##### Data for analysis #####

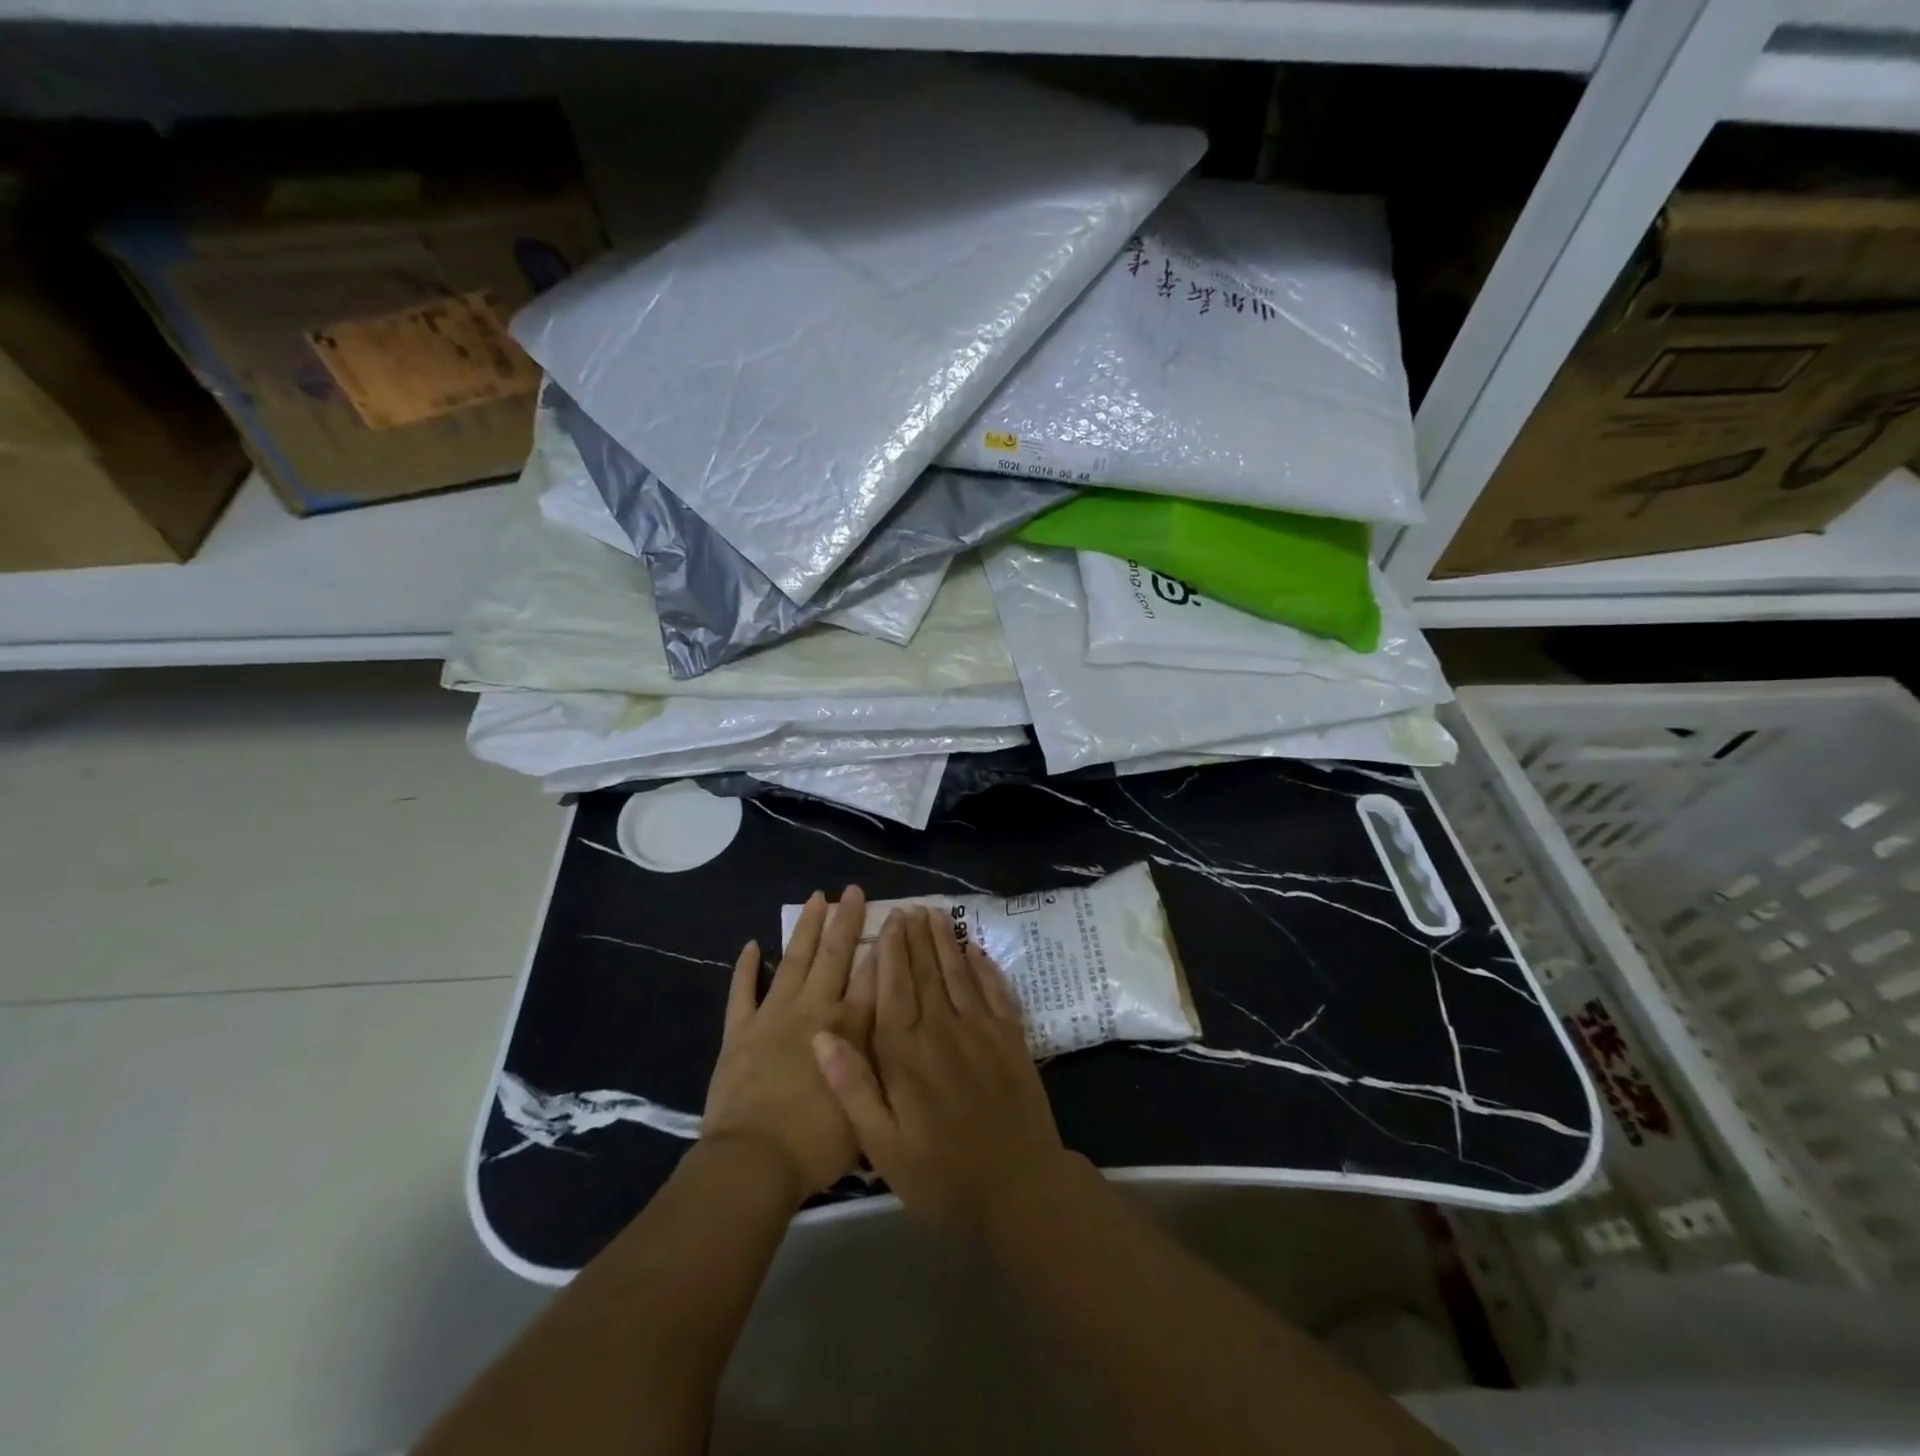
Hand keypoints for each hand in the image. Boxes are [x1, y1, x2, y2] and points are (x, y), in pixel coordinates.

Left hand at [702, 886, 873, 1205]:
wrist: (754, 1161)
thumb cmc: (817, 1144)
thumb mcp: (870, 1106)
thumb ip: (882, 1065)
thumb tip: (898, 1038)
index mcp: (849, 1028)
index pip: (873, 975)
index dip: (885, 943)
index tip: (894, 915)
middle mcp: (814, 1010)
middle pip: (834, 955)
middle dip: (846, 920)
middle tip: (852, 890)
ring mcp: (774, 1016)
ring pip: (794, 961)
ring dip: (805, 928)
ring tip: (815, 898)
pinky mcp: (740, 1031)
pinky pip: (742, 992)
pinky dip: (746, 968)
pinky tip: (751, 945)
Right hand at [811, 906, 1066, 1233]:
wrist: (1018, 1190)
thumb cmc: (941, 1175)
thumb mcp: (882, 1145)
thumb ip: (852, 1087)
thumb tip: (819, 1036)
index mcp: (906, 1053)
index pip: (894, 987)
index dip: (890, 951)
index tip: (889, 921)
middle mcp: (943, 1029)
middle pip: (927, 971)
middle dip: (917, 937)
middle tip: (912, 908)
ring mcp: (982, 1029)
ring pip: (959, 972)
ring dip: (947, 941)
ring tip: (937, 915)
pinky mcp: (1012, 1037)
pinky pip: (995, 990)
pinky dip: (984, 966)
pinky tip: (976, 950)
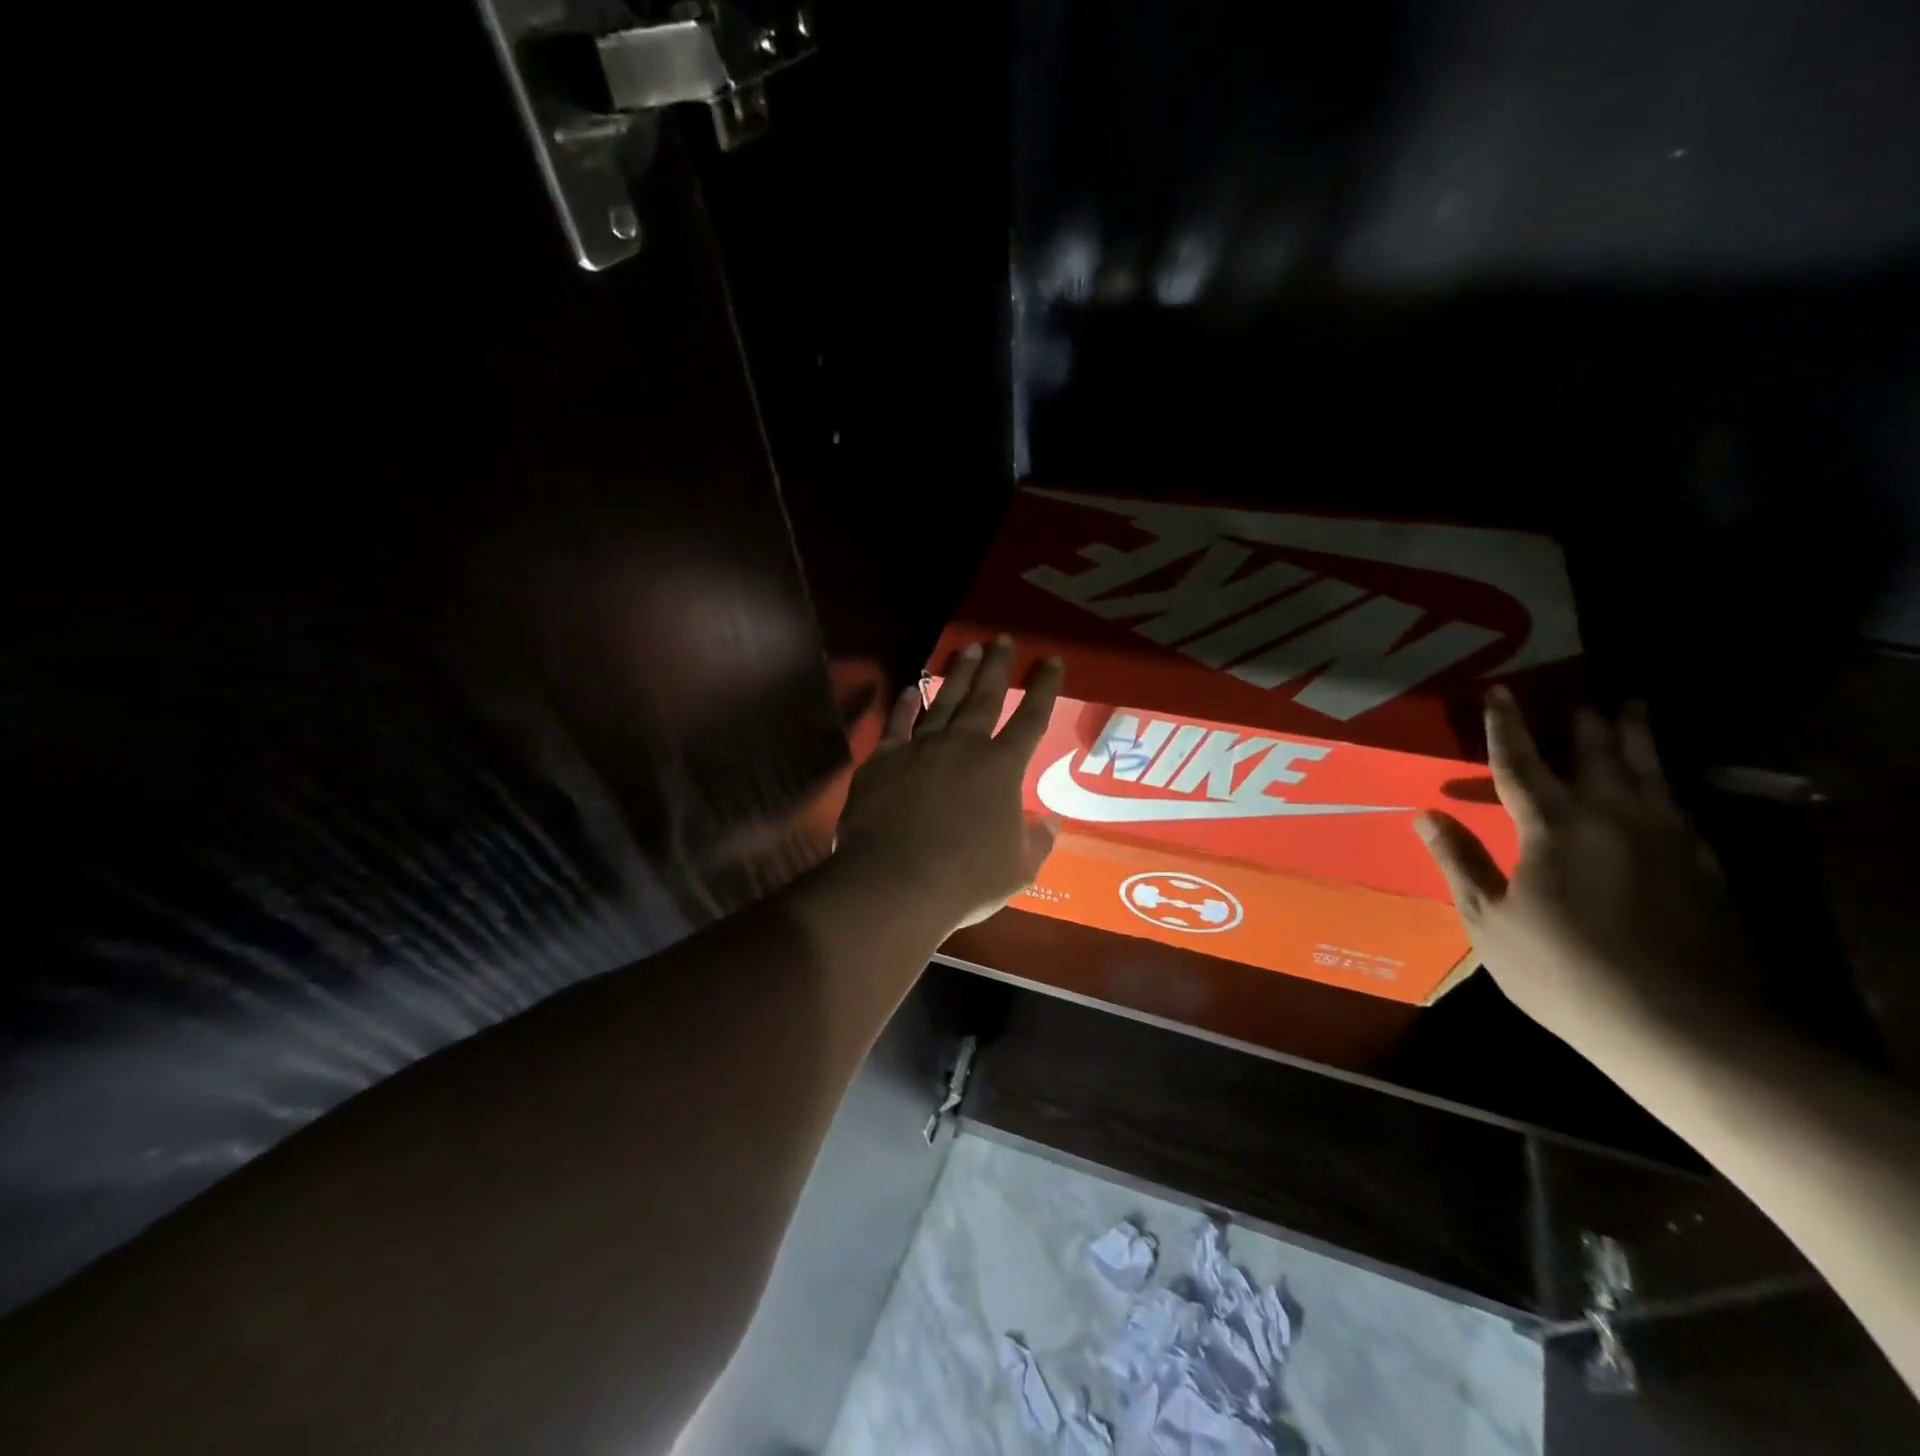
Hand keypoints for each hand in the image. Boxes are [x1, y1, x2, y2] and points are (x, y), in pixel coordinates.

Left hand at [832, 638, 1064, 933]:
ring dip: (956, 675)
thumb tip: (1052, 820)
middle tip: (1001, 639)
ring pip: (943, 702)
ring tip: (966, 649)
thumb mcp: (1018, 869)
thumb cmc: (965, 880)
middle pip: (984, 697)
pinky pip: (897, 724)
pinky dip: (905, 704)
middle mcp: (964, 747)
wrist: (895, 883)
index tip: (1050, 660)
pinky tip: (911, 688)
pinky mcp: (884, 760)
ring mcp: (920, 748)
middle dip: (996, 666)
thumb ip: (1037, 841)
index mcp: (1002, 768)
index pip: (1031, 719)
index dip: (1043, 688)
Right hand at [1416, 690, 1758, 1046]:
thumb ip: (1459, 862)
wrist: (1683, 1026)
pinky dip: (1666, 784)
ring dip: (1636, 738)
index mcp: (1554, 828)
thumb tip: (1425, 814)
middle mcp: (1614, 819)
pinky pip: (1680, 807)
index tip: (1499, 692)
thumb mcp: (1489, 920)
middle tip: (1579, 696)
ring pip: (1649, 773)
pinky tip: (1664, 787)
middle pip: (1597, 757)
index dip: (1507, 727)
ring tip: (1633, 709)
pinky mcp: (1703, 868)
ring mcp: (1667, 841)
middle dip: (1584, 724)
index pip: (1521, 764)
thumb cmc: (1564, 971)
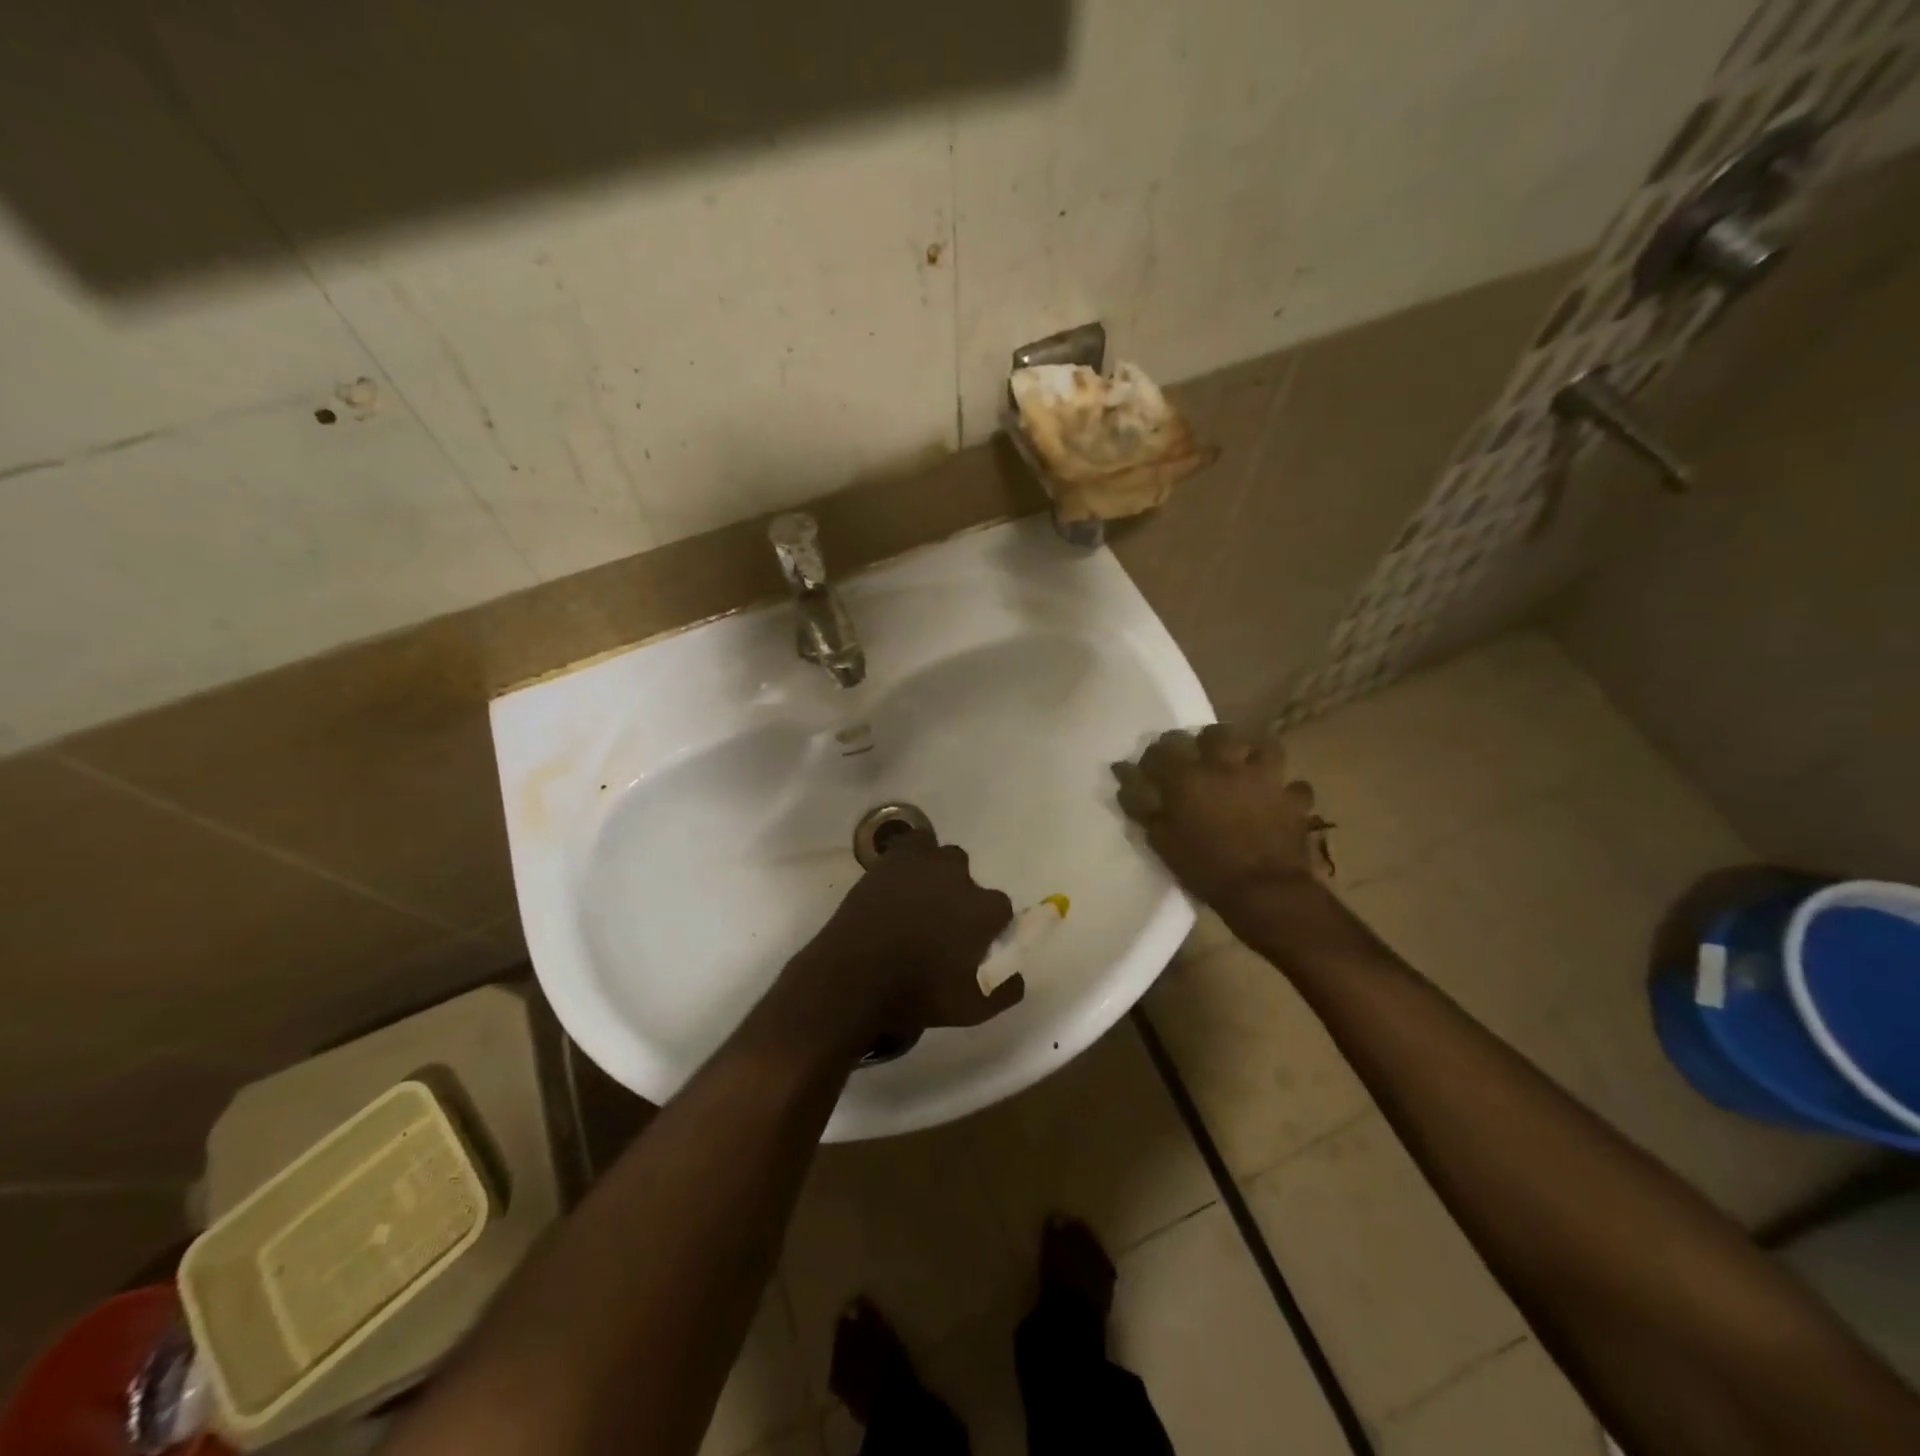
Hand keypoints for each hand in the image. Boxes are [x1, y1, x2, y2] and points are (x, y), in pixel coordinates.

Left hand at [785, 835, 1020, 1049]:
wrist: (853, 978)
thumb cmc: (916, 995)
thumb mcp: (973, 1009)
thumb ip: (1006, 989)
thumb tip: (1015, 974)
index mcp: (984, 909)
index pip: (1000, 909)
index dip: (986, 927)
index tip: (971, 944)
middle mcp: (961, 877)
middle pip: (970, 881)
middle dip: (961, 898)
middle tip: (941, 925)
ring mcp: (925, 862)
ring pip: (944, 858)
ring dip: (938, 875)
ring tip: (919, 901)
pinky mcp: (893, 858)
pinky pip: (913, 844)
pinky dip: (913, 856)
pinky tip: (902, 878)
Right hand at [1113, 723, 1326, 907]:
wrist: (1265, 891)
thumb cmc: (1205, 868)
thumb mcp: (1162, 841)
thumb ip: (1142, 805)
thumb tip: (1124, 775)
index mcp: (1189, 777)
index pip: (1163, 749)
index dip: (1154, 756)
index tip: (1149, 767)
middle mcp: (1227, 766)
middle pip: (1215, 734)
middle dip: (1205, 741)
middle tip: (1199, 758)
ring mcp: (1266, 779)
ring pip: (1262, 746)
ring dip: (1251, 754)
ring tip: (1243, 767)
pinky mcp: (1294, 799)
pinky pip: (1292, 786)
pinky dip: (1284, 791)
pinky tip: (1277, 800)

#####

• **Task goal**
Out of the data above, transcribe exactly and only the lines starting with the line that has "thumb cmc: (965, 880)" and going on through the line that has "pinky tip: (1664, 787)", both included.

• **Result of the task**
thumb cmc: (965, 880)
middle pip: (984, 697)
pinky pip: (897, 724)
pinky dip: (905, 704)
middle mcp: (964, 747)
wrist: (895, 883)
index tip: (1050, 660)
pinky tip: (911, 688)
pinky mcp: (884, 760)
ring mcp: (920, 748)
middle dip: (996, 666)
thumb ip: (1037, 841)
index mcp: (1002, 768)
index pip: (1031, 719)
index dip: (1043, 688)
Right hand at [1416, 690, 1758, 1046]:
thumb ip: (1459, 862)
wrist: (1683, 1026)
pinky dip: (1666, 784)
ring dip: (1636, 738)
index mcp: (1554, 828)
thumb tip: (1425, 814)
middle mcp: (1614, 819)
pinky pip: (1680, 807)
index tip: (1499, 692)
thumb mcp: (1489, 920)
middle tip: (1579, 696)
ring pip: (1649, 773)
pinky tip: (1664, 787)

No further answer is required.